# resistencia variable en puerto LPT



## edic (Abr 23, 2007)

HOLA como puedo conectar una resistencia variable al puerto LPT y con visual basic y un cudro de texto visualizar una cifra que cambie segun varias la resistencia


----------



## tiopepe123 (Abr 23, 2007)

lo mas sencillo y barato es utilizar interruptores analogicos como  el 4066,4051,4052,4053 y poner resistencias un poco elevadas de >5k.
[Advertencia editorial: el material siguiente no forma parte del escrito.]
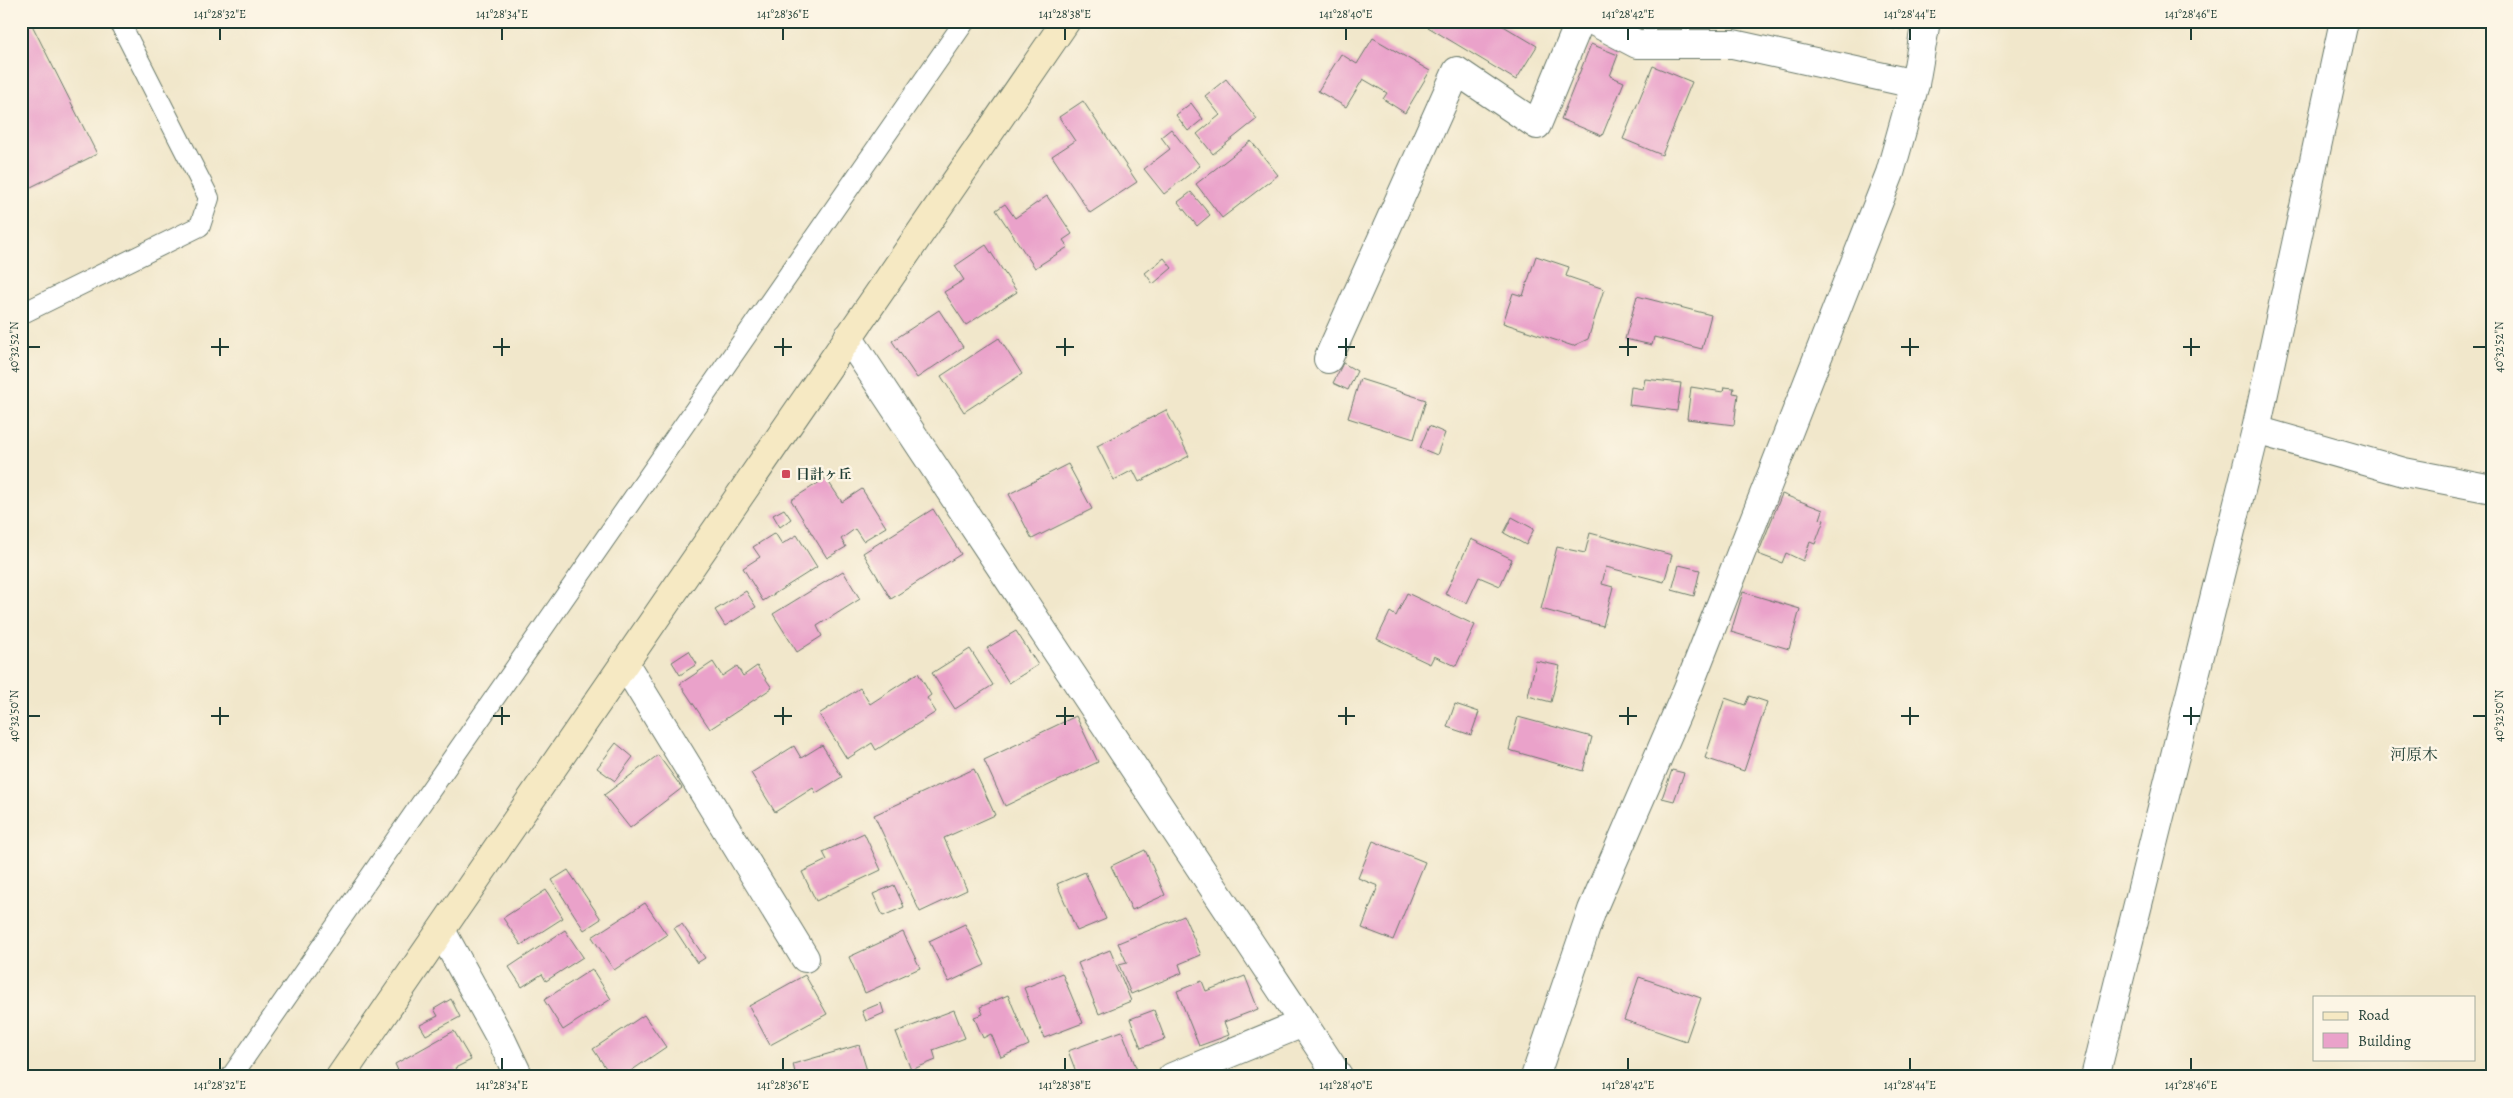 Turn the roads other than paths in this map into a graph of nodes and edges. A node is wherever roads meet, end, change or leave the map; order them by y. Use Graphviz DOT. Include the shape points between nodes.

Otra forma es utilizar porenciometros electronicos, es lo mismo pero de forma profesional, casi todos los fabricantes tienen, hay algunos modelos que pueden funcionar con pulsadores arriba/abajo.


----------



## edic (Abr 23, 2007)

GRACIAS PERO COMO PONGO LOS INTERUPTORES QUE CITAS,TIENES ALGUN ESQUEMA POR HAY, LO TEMGO PENSADO PARA UN POTENCIOMETRO MULTIBUELTA DE 10K


----------



## JV (Abr 23, 2007)

Hola edic, una opcion que tienes es usar el gameport en vez del paralelo, ya que tiene entradas analogicas justamente para resistencias variables y hay un controlador para visual basic que te devuelve el valor entre 0 y 65536, ya que tiene un conversor analogico/digital de 16 bits. Te va a resultar mas simple.

Saludos..


----------



## edic (Abr 24, 2007)

vale muchas gracias, pero mecesito un ejemplo en codigo fuente de visualbasic,y donde puedo ver para que sirve cada pin de puerto game


----------



## JV (Abr 24, 2007)

Google provee:

http://en.wikipedia.org/wiki/Game_port
http://hilaroad.com/camp/projects/vb_jstick.html

El que busca encuentra edic.

Saludos..


----------